Did you write any new necessary tests? (I don't see any tests for any of the callbacks but please let me know if I missed them somewhere. )

Who can review?

@SunMarc I noticed that you recently reviewed some related PRs—would you mind helping review my PR as well? Thank you! (I believe you also reviewed the Hugging Face Transformers integration previously—looking forward to collaborating again! 😄)

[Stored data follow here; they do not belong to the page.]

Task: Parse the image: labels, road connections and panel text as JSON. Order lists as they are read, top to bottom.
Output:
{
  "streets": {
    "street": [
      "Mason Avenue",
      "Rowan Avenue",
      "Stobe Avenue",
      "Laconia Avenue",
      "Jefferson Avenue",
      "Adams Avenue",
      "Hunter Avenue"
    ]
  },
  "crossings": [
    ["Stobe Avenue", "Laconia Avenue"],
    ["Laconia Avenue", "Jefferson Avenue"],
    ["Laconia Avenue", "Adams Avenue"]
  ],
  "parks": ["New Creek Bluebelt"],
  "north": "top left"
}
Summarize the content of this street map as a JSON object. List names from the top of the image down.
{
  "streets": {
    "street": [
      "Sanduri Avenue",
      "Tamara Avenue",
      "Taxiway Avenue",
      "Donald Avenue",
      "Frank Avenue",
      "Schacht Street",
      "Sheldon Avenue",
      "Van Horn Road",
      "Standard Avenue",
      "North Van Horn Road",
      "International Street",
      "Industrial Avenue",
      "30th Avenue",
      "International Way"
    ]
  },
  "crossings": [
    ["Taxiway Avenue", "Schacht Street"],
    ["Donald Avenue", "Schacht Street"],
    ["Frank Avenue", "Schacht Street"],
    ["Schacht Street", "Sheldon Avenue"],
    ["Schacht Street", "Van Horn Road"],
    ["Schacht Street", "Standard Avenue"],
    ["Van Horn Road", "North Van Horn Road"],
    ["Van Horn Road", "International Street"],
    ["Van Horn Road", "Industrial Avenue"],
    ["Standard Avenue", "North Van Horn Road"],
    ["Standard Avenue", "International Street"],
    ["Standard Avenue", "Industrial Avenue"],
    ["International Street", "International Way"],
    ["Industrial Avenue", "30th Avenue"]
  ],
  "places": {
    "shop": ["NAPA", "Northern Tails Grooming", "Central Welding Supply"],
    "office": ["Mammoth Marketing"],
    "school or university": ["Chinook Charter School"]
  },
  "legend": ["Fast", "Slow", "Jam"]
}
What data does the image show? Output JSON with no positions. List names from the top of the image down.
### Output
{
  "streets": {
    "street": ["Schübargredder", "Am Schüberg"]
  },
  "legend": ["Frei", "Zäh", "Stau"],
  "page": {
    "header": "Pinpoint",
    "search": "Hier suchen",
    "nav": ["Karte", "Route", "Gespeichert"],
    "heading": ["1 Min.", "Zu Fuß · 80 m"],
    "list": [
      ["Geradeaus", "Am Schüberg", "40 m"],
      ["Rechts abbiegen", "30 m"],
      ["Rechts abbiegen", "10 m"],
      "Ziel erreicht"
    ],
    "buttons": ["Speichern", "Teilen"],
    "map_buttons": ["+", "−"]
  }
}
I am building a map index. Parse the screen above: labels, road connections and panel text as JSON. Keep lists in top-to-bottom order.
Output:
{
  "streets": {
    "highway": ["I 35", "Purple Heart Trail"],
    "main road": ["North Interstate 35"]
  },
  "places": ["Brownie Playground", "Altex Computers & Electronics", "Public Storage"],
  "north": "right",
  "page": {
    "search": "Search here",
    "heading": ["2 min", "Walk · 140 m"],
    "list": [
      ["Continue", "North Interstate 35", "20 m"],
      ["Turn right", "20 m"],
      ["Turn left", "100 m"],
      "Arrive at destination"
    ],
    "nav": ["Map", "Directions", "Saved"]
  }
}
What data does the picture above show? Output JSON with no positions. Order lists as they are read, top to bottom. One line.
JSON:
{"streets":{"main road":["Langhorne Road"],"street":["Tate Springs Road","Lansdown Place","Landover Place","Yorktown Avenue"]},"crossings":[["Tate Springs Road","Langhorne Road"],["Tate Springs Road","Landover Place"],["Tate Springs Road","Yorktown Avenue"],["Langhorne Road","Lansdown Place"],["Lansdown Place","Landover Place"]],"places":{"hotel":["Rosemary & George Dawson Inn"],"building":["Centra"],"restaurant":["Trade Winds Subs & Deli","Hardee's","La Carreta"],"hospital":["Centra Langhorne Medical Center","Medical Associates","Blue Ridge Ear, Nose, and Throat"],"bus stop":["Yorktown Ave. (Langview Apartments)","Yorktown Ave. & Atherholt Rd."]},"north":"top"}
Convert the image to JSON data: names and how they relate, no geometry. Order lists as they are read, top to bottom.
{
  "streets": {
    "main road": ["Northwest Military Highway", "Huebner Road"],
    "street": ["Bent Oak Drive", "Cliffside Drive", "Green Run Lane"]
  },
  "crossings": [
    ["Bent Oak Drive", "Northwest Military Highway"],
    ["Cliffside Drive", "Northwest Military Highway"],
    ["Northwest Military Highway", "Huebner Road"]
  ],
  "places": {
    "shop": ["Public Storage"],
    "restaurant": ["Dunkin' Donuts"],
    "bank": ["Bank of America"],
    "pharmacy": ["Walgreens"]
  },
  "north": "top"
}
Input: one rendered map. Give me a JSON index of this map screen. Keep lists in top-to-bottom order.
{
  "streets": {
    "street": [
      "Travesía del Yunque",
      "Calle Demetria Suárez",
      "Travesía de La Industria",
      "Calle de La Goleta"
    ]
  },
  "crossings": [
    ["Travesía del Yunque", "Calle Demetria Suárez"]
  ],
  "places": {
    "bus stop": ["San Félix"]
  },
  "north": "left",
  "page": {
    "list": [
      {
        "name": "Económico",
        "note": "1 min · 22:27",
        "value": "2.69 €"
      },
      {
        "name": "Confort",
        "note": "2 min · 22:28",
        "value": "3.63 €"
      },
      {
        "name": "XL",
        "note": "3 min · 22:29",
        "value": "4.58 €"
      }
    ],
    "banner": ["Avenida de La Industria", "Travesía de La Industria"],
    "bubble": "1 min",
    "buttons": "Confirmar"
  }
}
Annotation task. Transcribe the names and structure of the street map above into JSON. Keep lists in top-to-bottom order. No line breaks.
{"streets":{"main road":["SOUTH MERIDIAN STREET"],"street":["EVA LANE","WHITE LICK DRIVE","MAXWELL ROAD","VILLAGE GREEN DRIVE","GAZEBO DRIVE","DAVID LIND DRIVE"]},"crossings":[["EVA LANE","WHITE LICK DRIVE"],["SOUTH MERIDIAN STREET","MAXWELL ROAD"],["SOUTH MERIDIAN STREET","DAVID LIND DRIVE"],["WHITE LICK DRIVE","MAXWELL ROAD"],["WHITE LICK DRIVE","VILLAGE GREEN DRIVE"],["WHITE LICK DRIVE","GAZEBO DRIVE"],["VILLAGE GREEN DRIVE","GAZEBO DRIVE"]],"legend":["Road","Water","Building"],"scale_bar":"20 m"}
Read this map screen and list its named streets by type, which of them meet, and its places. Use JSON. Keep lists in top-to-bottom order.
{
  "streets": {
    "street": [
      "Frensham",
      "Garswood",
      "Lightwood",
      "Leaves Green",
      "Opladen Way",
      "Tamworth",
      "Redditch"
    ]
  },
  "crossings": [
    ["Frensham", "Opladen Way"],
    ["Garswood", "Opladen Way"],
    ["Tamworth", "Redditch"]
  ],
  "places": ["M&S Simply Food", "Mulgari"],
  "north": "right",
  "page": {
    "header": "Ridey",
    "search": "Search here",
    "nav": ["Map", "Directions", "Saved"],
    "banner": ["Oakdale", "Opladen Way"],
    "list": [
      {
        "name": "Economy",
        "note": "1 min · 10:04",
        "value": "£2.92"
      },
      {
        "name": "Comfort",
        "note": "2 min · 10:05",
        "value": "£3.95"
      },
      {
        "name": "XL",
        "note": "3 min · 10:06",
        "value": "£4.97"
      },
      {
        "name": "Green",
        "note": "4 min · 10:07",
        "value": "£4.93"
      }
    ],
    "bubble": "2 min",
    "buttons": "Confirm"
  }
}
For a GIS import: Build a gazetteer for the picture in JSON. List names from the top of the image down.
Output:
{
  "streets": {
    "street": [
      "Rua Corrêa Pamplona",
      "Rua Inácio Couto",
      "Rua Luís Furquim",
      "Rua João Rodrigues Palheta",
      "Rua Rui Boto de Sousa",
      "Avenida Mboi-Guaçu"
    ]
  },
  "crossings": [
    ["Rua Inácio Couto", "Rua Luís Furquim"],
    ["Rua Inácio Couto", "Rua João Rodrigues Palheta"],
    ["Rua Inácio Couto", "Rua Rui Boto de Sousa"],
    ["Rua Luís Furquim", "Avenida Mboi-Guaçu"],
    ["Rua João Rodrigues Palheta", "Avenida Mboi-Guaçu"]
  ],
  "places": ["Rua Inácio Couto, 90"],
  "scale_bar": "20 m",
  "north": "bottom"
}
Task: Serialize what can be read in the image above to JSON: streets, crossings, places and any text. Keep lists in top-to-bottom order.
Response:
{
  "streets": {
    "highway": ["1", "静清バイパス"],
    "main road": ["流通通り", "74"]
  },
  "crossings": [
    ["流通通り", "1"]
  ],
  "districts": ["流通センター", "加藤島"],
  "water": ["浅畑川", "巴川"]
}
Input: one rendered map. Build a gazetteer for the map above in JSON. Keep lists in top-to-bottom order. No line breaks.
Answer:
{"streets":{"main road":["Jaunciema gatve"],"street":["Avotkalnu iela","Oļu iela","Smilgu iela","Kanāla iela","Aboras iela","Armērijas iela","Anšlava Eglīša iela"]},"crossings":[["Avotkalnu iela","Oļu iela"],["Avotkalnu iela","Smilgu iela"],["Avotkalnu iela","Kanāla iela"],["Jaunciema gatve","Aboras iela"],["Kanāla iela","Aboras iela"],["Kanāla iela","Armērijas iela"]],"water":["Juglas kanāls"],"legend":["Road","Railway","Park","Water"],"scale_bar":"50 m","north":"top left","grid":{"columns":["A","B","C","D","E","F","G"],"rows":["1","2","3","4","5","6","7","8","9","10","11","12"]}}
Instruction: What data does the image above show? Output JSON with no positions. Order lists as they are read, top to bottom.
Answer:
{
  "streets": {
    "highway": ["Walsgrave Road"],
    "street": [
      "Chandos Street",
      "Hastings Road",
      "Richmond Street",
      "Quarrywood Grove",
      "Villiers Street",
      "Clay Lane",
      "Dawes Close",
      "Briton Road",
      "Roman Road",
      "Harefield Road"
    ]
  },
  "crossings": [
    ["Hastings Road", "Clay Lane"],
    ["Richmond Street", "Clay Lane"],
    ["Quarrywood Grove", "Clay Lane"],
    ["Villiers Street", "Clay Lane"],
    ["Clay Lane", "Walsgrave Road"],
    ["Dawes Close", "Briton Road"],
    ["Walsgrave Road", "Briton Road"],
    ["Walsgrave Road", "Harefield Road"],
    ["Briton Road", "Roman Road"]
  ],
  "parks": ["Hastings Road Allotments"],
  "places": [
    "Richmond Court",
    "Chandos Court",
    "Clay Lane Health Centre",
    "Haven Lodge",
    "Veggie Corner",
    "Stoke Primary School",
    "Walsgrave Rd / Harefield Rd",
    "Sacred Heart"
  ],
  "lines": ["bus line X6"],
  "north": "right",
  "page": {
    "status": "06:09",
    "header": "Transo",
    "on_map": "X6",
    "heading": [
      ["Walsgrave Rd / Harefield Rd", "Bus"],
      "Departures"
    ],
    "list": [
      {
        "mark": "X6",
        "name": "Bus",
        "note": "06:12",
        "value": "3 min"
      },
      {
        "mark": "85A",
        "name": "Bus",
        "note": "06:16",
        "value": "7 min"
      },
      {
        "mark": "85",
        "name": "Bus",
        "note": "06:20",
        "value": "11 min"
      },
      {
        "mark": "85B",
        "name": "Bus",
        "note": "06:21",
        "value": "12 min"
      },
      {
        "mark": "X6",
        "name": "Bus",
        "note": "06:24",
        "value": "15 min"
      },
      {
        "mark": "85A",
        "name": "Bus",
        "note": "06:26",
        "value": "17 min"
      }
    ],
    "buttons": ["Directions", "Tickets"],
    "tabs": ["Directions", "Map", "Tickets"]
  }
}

Additional information about this PR

Usage guidline

Step 0: Set Up Accelerate and example environment

Following the accelerate official cv example (pet image classification task):

# prepare code and environments
git clone https://github.com/huggingface/accelerate
cd accelerate
pip install -e .
pip install timm     # use in example

Step 1: Set Up SwanLab Online Tracking

Install:

To use SwanLab's online tracking, log in to the SwanLab website and obtain your API key from the Settings page. Then, authenticate using the following command:

If you prefer offline mode, skip this step and install local dashboard:

pip install swanlab[dashboard]

Step 2: download Oxford-IIT Pet Dataset used in example code

You can find download link here

Step 3: run offical example script in accelerate projects

python examples/complete_cv_example.py  --data_dir <DOWNLOAD DATA PATH> --with_tracking

visualization demo here

Since my server is offline, I changed the pretrain parameter to false in the create_model code to avoid downloading the model online, which led to very poor accuracy after just 3 epochs 😂.

test suite passes

Since my AI training server couldn't connect to Hugging Face, some tests failed during the automated testing process.😭